Le Conseil constitutionnel a rendu, le 8 janvier 2016, une décision relative à la conformité de l’article 24 bis de la loi du 29 juillet 1881. Ce texte réprime la contestation des crimes contre l’humanité commis durant la seconde guerre mondiale tels que définis par le statut du tribunal de Nuremberg. La juridiction suprême était saisie d’une question prioritaire de constitutionnalité portant sur l’éventuelle méconnaissance de la liberté d’expression et du principe d’égalité.
Un justiciable, poursuivi pénalement sur ce fondement, contestait la constitutionnalité de cette incrimination spécifique au regard des droits et libertés garantis par la Constitution. La Cour de cassation a rendu, le 6 octobre 2015, un arrêt de renvoi permettant au Conseil constitutionnel d’apprécier la validité de la norme contestée. Le requérant soutenait que la loi portait une atteinte disproportionnée à la communication des pensées tout en instaurant une discrimination entre les victimes.
Le problème juridique posé résidait dans la conciliation entre la liberté fondamentale d’expression et la nécessité de réprimer des abus portant atteinte à l’ordre public. Le Conseil constitutionnel a déclaré la disposition conforme, estimant que la répression de tels propos constitue une mesure nécessaire et proportionnée à l’objectif poursuivi. L’analyse de cette décision suppose d’envisager l’encadrement proportionné de la liberté de communication avant d’étudier la validité constitutionnelle de la distinction entre les crimes.
I. L’encadrement proportionné de la liberté de communication
A. La caractérisation de l’abus de la liberté d’expression
Le Conseil rappelle que « la libre communication des pensées et des opinions est un des droits les plus précieux de l’homme ». Cette liberté n’est toutefois pas absolue et peut faire l’objet de restrictions législatives pour garantir l’ordre public et les droits des tiers. La juridiction considère que la contestation de faits qualifiés de crimes contre l’humanité par une instance internationale constitue « une incitation au racisme et à l’antisémitisme ». L’incrimination de ces propos vise à sanctionner un abus manifeste qui porte une atteinte grave à la dignité des personnes et à la tranquillité publique. Le législateur peut ainsi édicter des règles réprimant des discours qui, par leur nature même, troublent l’équilibre social et les principes démocratiques.

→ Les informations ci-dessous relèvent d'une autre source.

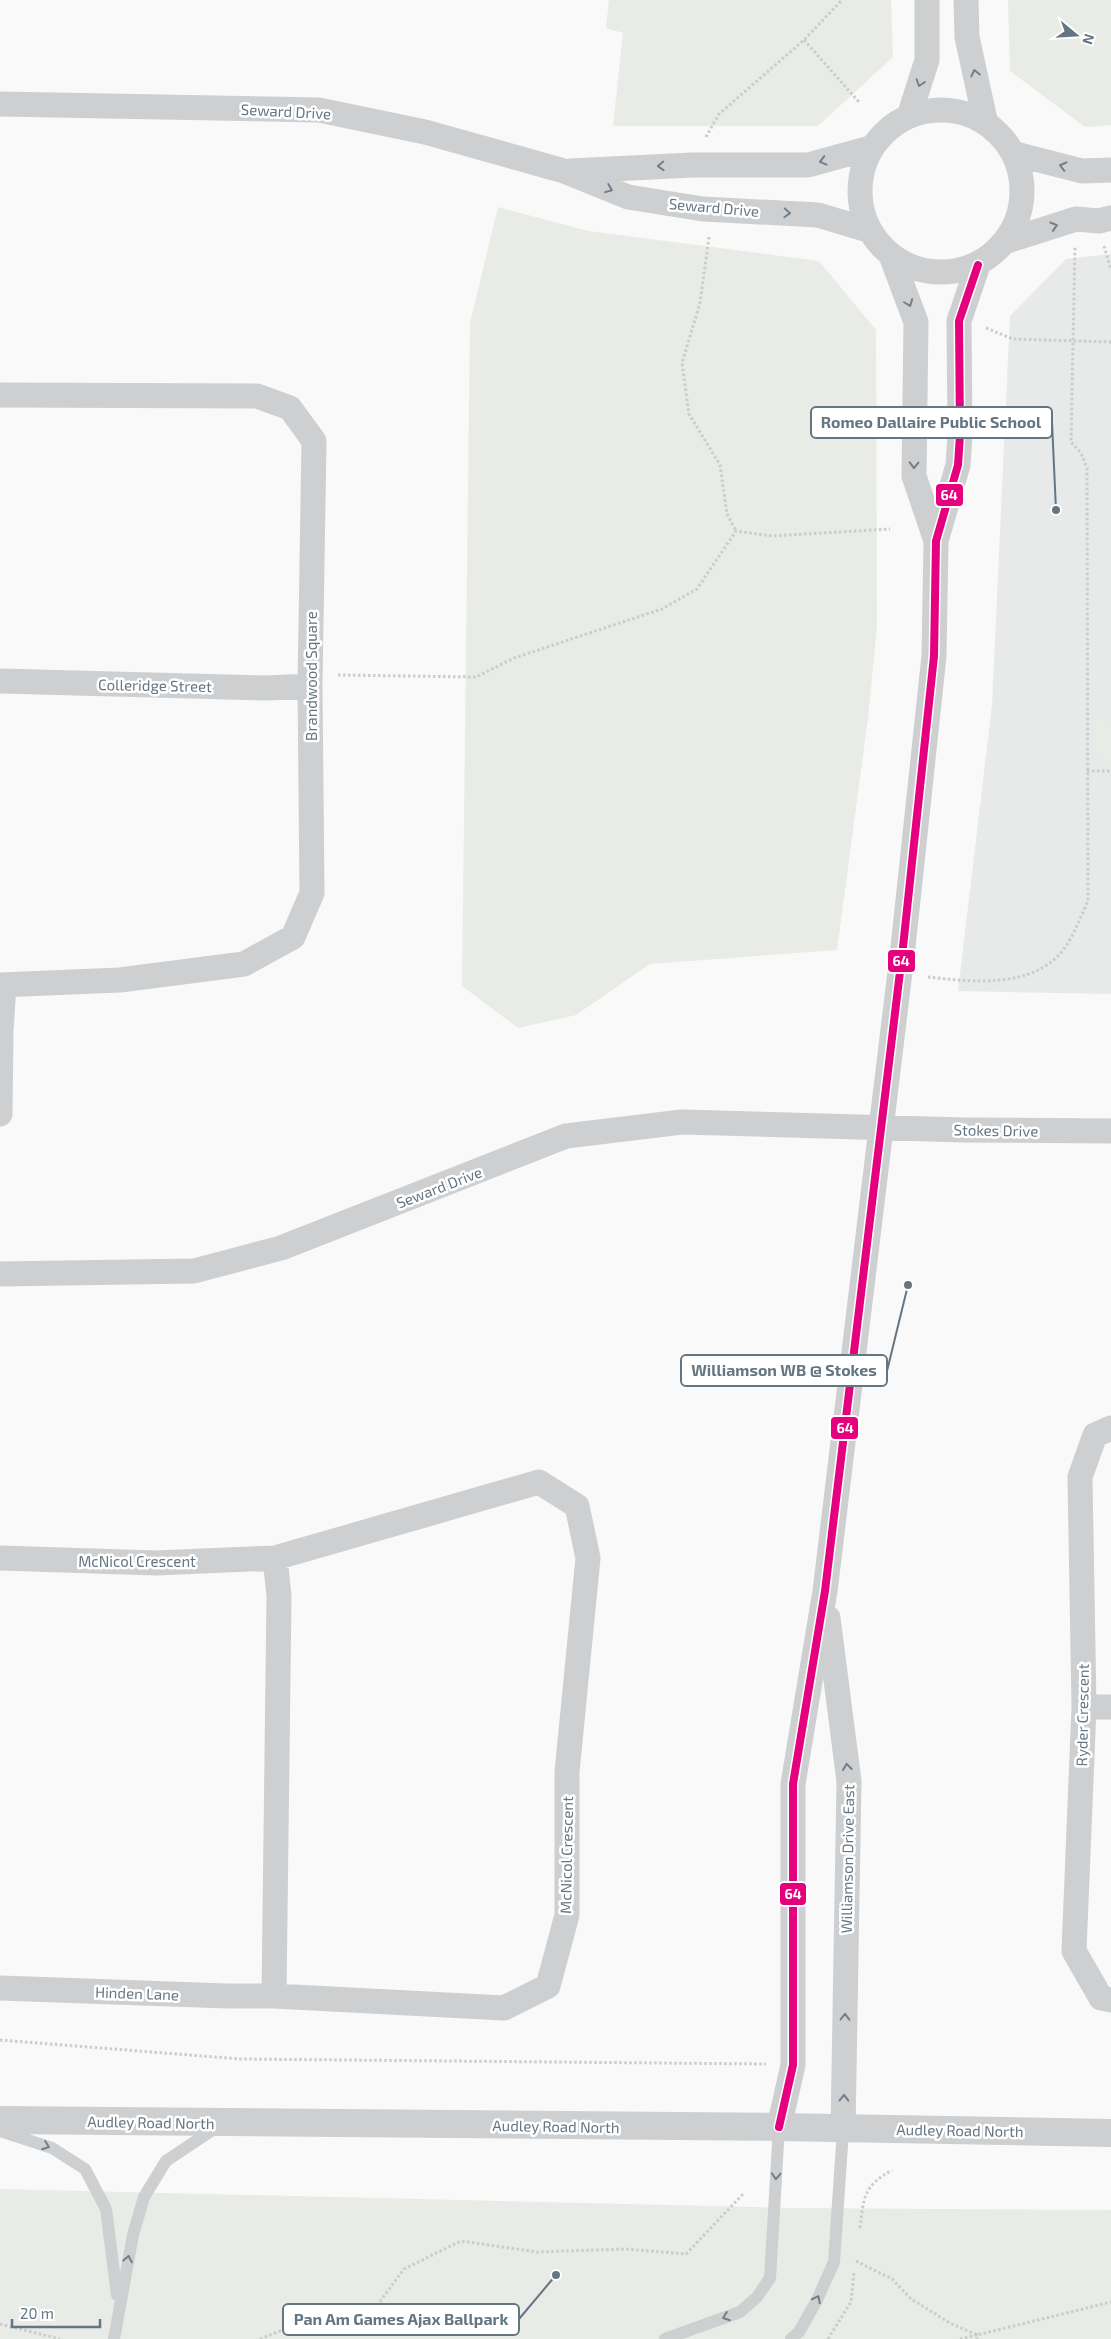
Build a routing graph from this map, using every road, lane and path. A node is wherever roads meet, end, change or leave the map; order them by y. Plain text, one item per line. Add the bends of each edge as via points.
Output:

B. La préservation du débat historique et de l’ordre public
L’atteinte portée à la liberté d’expression doit demeurer « nécessaire, adaptée et proportionnée à l’objectif poursuivi » par le texte de loi. Le Conseil précise que l’interdiction se limite à la négation ou à la minoration outrancière des crimes commis pendant la seconde guerre mondiale. Les dispositions critiquées « n’ont ni pour objet ni pour effet d’interdire les débats historiques » relatifs à cette période sombre de l’humanité. Cette précision jurisprudentielle garantit que la recherche scientifique et la libre discussion savante ne sont pas entravées par la répression pénale. La solution retenue assure donc une protection efficace contre les discours de haine sans pour autant instaurer une censure générale sur l’histoire. La protection de la liberté d’expression étant ainsi conciliée avec l’ordre public, l’examen de la validité constitutionnelle de la distinction des crimes s’impose.
II. La validité constitutionnelle de la distinction entre les crimes
A. La reconnaissance de situations juridiques distinctes
Le grief tiré de la méconnaissance du principe d’égalité devant la loi pénale est écarté par une analyse minutieuse des situations de fait. Le Conseil énonce que la loi « doit être la même pour tous, soit qu’elle protège, soit qu’elle punisse » conformément à la Déclaration de 1789. Une différence de traitement est néanmoins admise lorsque le législateur se fonde sur des agissements de nature différente pour définir une infraction pénale. La négation de crimes constatés par une décision de justice se distingue objectivement de la contestation de faits qualifiés uniquement par la loi. Cette distinction repose sur le respect de l’autorité de la chose jugée par des tribunaux français ou internationaux reconnus par la France.
B. La cohérence de la politique criminelle contre le racisme
La juridiction constitutionnelle souligne que la négation des crimes commis durant la seconde guerre mondiale possède « par elle-même une portée raciste et antisémite ». Cette spécificité justifie un traitement pénal particulier en rapport étroit avec l’objet de la loi tendant à réprimer l’acte raciste ou xénophobe. Le législateur a donc pu valablement limiter la répression à cette catégorie précise d’agissements sans violer le principe d’égalité devant la justice. La décision confirme la constitutionnalité des lois mémorielles lorsqu’elles s’appuient sur un constat judiciaire préalable et visent la protection de l’ordre public. La portée de cet arrêt réside enfin dans la validation d’une hiérarchisation des discours négationnistes fondée sur la réalité des poursuites judiciaires.